- [About this task]
Hunt through the lines below for the string "Hansen" and copy each one that has it.

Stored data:

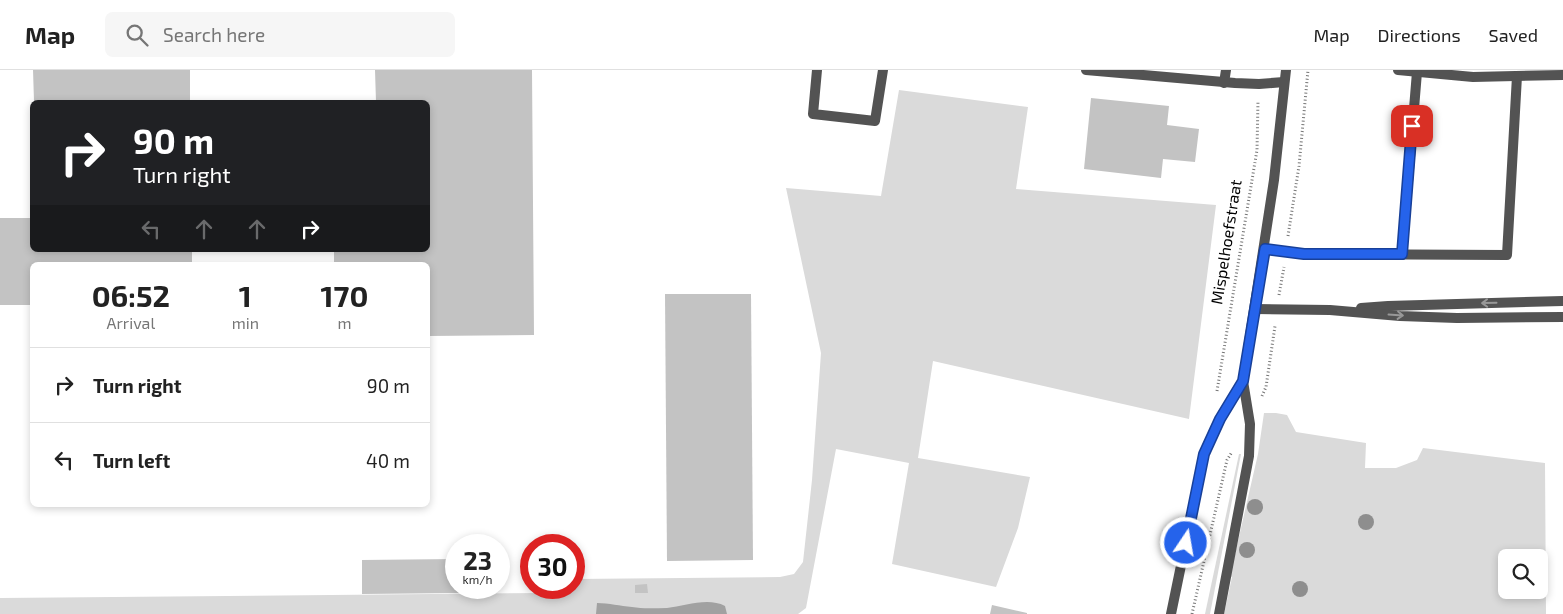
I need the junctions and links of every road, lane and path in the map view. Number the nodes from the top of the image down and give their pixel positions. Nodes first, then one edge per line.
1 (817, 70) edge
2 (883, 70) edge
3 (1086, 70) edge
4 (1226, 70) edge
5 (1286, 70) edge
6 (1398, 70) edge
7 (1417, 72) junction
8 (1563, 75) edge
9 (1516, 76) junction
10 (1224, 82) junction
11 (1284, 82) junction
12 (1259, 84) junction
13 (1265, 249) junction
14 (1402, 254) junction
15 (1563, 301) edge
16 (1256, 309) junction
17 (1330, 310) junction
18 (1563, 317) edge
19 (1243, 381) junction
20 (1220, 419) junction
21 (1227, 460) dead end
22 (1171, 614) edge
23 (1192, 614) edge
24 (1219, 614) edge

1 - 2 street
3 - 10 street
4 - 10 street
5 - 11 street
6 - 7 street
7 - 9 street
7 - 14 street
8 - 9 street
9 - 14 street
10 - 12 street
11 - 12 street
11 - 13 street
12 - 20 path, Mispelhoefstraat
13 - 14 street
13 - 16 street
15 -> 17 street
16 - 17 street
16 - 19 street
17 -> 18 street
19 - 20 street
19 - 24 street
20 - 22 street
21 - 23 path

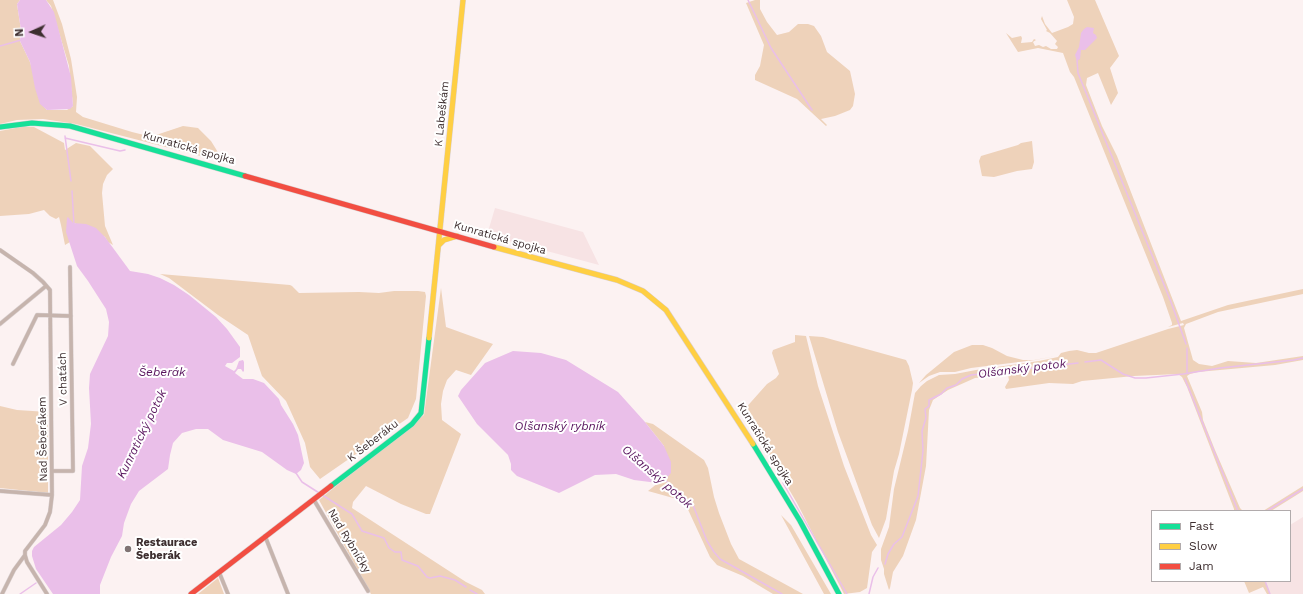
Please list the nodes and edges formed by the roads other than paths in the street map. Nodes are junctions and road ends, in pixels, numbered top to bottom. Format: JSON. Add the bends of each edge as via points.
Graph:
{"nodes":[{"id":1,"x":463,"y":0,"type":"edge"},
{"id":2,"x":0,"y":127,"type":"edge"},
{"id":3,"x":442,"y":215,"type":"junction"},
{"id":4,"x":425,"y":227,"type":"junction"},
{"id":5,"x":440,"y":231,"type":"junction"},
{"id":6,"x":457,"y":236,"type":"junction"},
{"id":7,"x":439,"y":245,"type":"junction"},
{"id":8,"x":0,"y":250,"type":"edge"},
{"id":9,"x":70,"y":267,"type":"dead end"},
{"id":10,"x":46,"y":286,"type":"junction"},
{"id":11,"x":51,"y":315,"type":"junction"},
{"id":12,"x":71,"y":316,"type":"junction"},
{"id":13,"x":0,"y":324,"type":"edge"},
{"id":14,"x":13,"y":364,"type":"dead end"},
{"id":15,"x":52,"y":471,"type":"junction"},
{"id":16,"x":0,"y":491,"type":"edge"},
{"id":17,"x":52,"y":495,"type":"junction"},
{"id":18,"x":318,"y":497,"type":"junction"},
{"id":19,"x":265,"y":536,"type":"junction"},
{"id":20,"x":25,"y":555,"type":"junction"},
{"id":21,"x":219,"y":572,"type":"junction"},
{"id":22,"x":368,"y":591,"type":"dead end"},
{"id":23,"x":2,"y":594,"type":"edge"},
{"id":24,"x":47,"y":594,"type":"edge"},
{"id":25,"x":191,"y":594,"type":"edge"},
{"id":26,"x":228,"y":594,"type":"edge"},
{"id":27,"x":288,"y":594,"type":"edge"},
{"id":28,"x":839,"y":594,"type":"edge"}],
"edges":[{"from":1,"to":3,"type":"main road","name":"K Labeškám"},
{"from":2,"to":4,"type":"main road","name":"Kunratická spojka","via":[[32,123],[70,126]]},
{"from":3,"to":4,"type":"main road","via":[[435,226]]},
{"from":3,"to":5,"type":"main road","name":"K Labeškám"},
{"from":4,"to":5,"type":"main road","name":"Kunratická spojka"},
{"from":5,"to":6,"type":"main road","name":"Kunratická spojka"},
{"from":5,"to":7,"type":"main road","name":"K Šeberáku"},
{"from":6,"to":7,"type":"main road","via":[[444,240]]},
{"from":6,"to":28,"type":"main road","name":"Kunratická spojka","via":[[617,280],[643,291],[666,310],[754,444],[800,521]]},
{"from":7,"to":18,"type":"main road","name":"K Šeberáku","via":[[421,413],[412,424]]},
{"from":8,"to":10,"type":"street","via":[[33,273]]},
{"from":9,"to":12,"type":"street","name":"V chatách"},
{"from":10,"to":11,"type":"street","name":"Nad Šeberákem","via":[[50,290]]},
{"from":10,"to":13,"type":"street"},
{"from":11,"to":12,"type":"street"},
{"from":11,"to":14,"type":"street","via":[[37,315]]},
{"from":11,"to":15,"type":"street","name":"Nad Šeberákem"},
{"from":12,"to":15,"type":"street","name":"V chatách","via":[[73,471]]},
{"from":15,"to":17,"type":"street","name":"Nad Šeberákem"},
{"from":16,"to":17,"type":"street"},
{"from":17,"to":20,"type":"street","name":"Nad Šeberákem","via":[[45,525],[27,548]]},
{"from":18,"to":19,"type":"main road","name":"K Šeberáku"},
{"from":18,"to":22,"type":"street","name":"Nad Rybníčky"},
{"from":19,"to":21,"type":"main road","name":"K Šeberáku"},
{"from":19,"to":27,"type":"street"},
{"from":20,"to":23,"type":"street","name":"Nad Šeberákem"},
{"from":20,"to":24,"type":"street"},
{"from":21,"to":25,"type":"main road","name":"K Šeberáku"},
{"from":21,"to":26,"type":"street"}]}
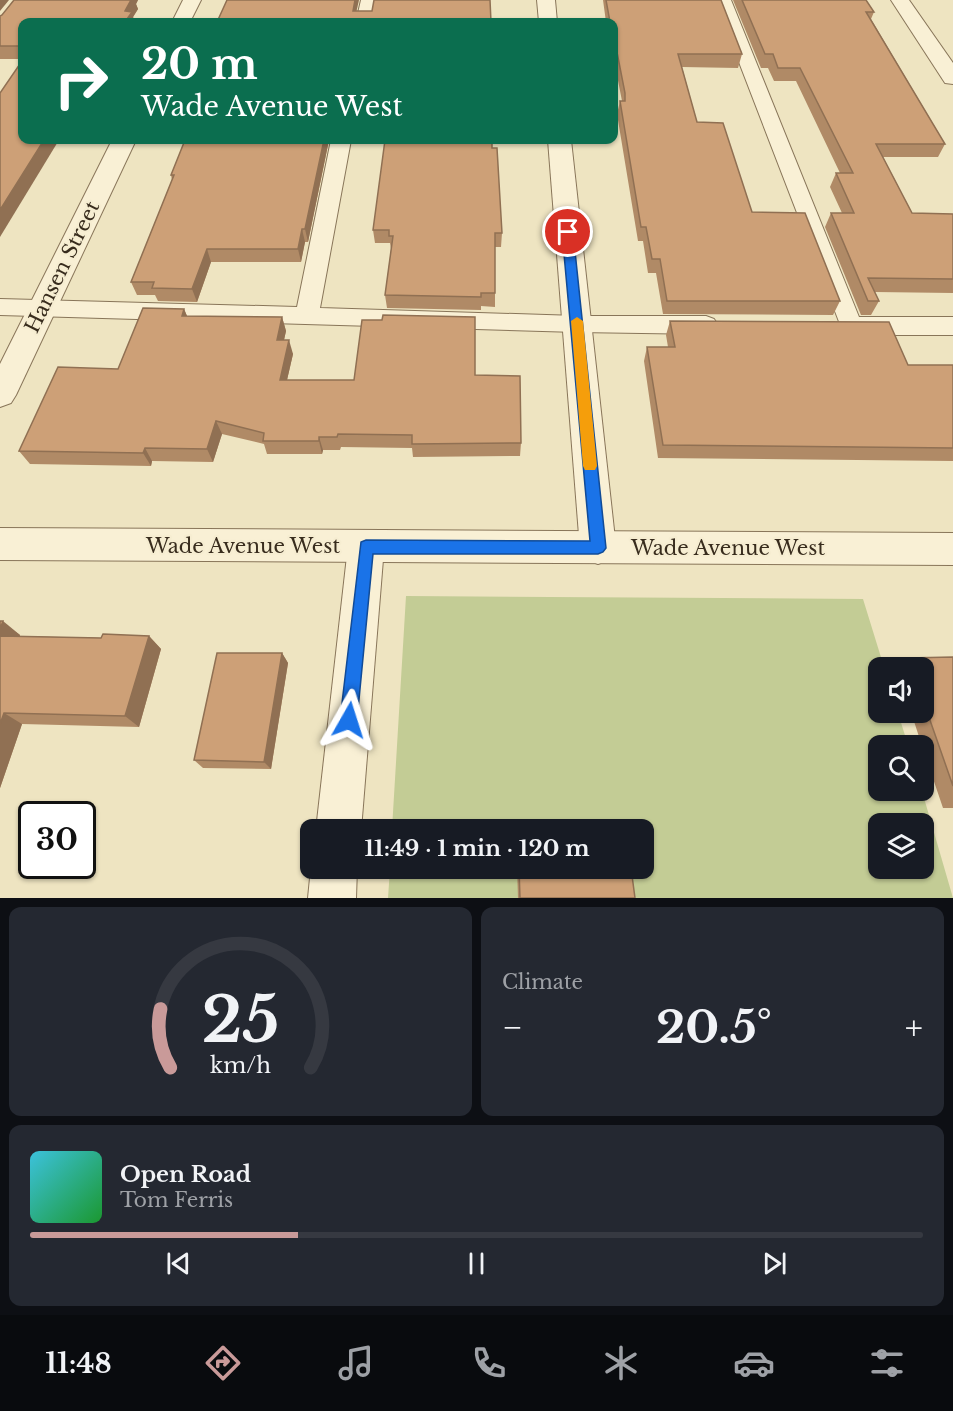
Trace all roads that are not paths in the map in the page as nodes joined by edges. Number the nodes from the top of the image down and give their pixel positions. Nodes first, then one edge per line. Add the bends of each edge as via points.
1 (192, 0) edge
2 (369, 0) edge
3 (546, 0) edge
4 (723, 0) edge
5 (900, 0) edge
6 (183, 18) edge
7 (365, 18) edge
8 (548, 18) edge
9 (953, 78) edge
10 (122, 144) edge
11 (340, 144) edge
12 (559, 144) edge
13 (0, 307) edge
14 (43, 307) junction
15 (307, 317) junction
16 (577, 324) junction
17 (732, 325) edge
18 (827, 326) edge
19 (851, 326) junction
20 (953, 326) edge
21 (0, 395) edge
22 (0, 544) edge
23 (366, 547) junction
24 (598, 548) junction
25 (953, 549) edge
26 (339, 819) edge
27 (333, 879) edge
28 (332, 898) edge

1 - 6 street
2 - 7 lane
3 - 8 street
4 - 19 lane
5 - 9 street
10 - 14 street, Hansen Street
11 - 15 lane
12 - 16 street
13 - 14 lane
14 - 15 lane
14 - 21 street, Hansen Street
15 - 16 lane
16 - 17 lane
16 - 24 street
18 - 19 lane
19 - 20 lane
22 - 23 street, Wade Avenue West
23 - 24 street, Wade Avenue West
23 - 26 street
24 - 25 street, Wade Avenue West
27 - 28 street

- [The completed task]
10 - 14 street, Hansen Street
14 - 21 street, Hansen Street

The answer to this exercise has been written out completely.